‘Dreams Came True:’ Texas Brothers Catch, Release 12-Foot Tiger Shark

July 19, 2019 Updated: July 19, 2019

Two brothers in Texas caught a 12-foot-long tiger shark before releasing it back into the ocean.

The brothers, Andrew and Stephen Seaborn of Team Seaborn Fishing, captured the shark, and it measured at 11 feet, 11 inches. They were fishing near Bob Hall Pier, the Houston Chronicle reported.

The Seaborns, who are from Austin, used stingray as a bait.

They ultimately released it after taking the photo.

“Dreams came true today,” Team Seaborn wrote on Facebook. “Two uneventful nights out on the pier. Friday night we had some beautiful baits out that barely got touched. Saw a few Kingfish caught and some pup sharks but none of the shark rigs were getting picked up,” they wrote.

The post added, “As I increased the drag I looked in disbelief as line continued to slowly peel off my reel. Minutes passed and line was still steadily leaving my reel.”

Then, after about 30 to 45 minutes of effort, they pulled in “a beautiful Tiger came to the surface, and with the help of others (massive shoutout to Allen for all his help).”

A Tiger Shark is pictured in this file photo. (Shutterstock)

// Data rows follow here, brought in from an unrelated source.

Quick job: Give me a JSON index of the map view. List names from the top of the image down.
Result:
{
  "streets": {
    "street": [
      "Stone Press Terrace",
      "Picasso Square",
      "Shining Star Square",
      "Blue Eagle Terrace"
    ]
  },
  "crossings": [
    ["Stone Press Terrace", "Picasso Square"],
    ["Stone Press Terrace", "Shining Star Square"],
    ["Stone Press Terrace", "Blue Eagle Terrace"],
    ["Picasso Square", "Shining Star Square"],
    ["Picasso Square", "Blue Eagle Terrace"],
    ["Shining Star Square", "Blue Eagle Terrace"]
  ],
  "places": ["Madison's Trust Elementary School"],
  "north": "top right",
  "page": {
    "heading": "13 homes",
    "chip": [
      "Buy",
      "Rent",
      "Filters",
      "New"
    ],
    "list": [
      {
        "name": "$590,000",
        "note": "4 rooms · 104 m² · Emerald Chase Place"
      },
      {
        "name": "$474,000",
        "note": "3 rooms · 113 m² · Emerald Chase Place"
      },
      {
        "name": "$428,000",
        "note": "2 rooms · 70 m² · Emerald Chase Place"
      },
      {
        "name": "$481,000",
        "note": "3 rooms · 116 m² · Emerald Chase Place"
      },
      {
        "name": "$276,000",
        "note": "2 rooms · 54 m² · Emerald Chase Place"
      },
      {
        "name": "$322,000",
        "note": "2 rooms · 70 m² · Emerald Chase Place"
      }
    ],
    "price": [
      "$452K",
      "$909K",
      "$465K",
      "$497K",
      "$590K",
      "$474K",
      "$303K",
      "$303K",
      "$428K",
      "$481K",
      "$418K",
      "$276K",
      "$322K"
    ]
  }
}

“We were able to bring this big girl to the pier, walk her to the beach, and watch her swim away,” the post continued.

Seaborn said the pair are “avid fishermen who love chasing after big fish but it was even more important for us to get back in the water with her and watch her swim away,” reported Fox News.

The two said that the tiger shark is their “personal best,” according to the Chronicle.

“The only records we are hoping to break are our own,” Andrew told the newspaper. “We are avid catch and release fishermen when it comes to big sharks, so we would never try to have a fish submitted for a record unless it’s a catch and release record.”

According to National Geographic, tiger sharks can get to as long as 25 feet and can weigh in excess of 1,900 pounds.

The big predators are “second only to great whites in attacking people,” the publication noted.

However, because they don’t have an “undiscerning palate” like great white sharks, “they are not likely to swim away after biting a human, as great whites frequently do,” the publication noted.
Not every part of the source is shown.